Polyglot persistence refers to the use of both an RDBMS and one or more NoSQL databases as the backing store for modern applications. In the past, when you created an application, you needed some way to store information about the objects that the software was modeling. You needed a backing store, and relational databases won out during a brief battle with object databases in the 1990s.
Object databases used technology that enabled more complicated relationships between objects, also allowing those objects to be quickly stored and retrieved. But it never quite caught on. Relational databases won out, either due to better marketing or a better focus on implementation.
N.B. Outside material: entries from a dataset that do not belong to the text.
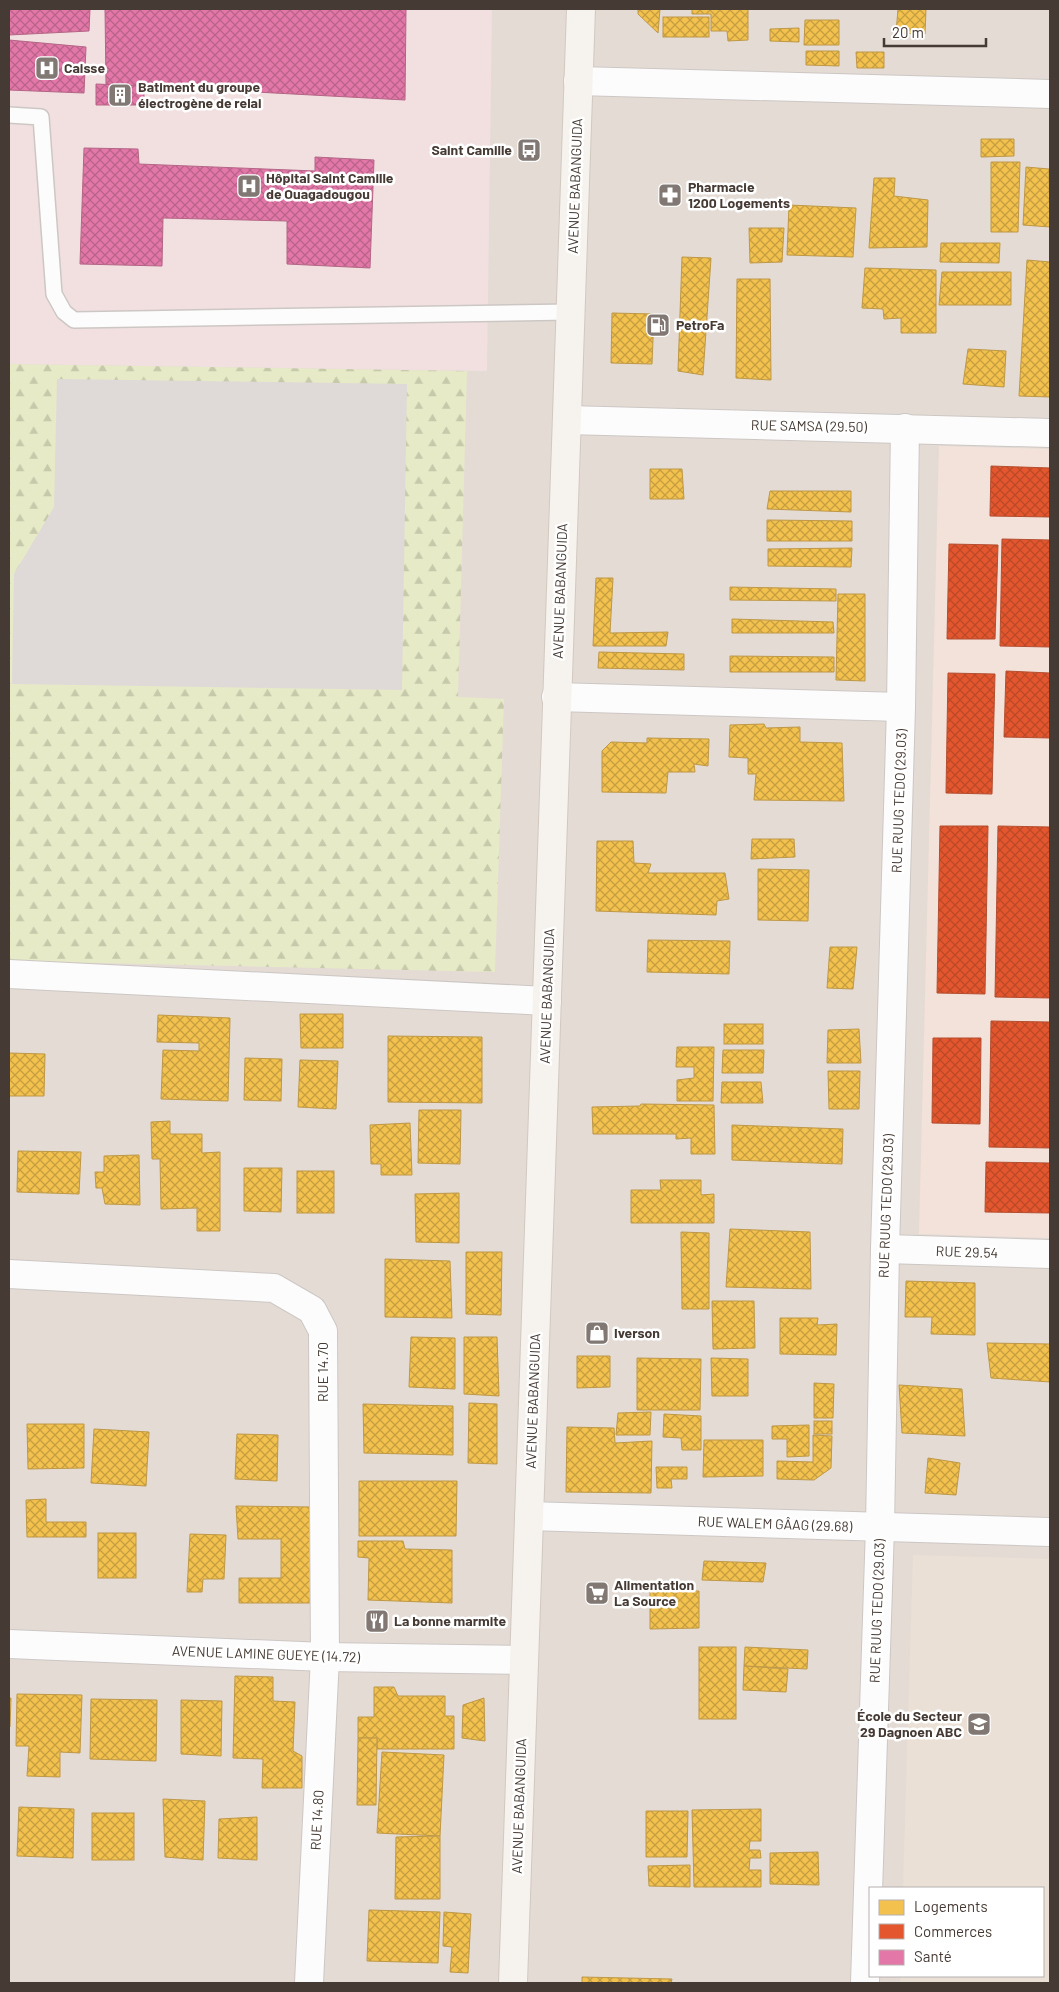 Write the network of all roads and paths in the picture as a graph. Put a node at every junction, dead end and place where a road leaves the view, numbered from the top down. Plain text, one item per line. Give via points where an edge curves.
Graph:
1 (581, 9) edge
2 (578, 82) junction
3 (1050, 94) edge
4 (9, 116) edge
5 (570, 312) junction
6 (567, 420) junction
7 (905, 428) junction
8 (1050, 434) edge
9 (556, 697) junction
10 (902, 707) junction
11 (9, 974) edge
12 (547, 1001) junction
13 (885, 1249) junction
14 (1050, 1254) edge
15 (9, 1274) edge
16 (529, 1516) junction
17 (880, 1527) junction
18 (1050, 1532) edge
19 (9, 1644) edge
20 (325, 1657) junction
21 (524, 1660) junction
22 (309, 1983) edge
23 (513, 1983) edge
24 (865, 1983) edge

1 - 2 street, AVENUE BABANGUIDA
2 - 3 street
2 - 5 street, AVENUE BABANGUIDA
4 - 5 lane via 42,117 54,294 64,312 74,320
5 - 6 street, AVENUE BABANGUIDA
6 - 7 street, RUE SAMSA (29.50)
6 - 9 street, AVENUE BABANGUIDA
7 - 8 street, RUE SAMSA (29.50)
7 - 10 street, RUE RUUG TEDO (29.03)
9 - 10 street
9 - 12 street, AVENUE BABANGUIDA
10 - 13 street, RUE RUUG TEDO (29.03)
11 - 12 street
12 - 16 street, AVENUE BABANGUIDA
13 - 14 street, RUE 29.54
13 - 17 street, RUE RUUG TEDO (29.03)
15 - 20 street, RUE 14.70 via 274,1288 312,1310 322,1331
16 - 17 street, RUE WALEM GÂAG (29.68)
16 - 21 street, AVENUE BABANGUIDA
17 - 18 street, RUE WALEM GÂAG (29.68)
17 - 24 street, RUE RUUG TEDO (29.03)
19 - 20 street, AVENUE LAMINE GUEYE (14.72)
20 - 21 street, AVENUE LAMINE GUEYE (14.72)
20 - 22 street, RUE 14.80
21 - 23 street, AVENUE BABANGUIDA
From Relational Databases to NoSQL Databases
With the growth of the Internet and the processing of massive quantities of data in the early 2000s, relational database technology was pushed to its limits. One way to exceed those limits was through clustering: having multiple copies of the database in different locations and online, then having a way to keep and synchronize those databases. Transactions had to be stored across all of those copies, and that turned out to be very expensive.
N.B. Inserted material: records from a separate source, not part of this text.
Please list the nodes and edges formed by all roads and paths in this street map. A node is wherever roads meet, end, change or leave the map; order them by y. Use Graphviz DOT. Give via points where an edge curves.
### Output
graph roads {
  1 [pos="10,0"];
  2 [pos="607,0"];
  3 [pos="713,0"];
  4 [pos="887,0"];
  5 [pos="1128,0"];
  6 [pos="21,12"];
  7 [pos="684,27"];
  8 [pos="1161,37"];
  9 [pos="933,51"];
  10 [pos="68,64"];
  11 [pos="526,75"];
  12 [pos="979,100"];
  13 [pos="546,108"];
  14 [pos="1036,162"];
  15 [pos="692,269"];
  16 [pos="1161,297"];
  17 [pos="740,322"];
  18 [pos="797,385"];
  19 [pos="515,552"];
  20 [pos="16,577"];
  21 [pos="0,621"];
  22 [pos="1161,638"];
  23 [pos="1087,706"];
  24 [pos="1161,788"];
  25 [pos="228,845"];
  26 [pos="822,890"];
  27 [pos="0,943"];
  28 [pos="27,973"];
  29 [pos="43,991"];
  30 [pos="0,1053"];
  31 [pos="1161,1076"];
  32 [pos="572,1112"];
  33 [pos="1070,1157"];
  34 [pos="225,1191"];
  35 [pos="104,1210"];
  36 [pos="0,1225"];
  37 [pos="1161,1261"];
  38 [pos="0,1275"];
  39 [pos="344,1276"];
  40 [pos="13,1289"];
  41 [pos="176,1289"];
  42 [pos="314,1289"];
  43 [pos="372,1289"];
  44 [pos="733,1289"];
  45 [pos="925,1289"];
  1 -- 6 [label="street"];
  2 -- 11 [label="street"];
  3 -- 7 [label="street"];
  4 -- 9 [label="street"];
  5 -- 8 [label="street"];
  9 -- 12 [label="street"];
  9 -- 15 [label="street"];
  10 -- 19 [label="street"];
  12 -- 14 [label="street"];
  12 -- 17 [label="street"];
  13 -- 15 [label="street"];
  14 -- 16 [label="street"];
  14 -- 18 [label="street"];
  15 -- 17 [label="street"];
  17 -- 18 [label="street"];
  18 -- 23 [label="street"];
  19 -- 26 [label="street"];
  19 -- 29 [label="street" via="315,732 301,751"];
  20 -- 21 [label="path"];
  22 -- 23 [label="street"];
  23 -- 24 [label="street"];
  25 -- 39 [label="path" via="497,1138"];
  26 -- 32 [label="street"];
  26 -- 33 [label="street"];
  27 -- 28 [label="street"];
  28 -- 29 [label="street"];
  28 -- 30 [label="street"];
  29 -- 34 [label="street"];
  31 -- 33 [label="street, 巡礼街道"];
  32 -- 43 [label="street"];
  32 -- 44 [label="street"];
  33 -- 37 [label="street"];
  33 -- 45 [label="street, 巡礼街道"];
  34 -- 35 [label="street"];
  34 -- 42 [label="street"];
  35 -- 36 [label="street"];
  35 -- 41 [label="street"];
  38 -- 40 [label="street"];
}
With relational databases, there’s this object-relational mapping – or ORM – that needs to occur, because relational databases don’t store complex lists or other data structures within the tables, which are simply a row-and-column structure. The mapping has to take place between this complex list of structures and other data structures, with relationships between them. This can be dispensed within these NoSQL databases.
Why Use a NoSQL Database?
The first of two main reasons for using a NoSQL database is the need for performance scale and for quantities of data that can only be handled by very expensive clusters of relational database technology. The second reason is that you want to have a better match between the model of data in your application and how the data is stored in the database.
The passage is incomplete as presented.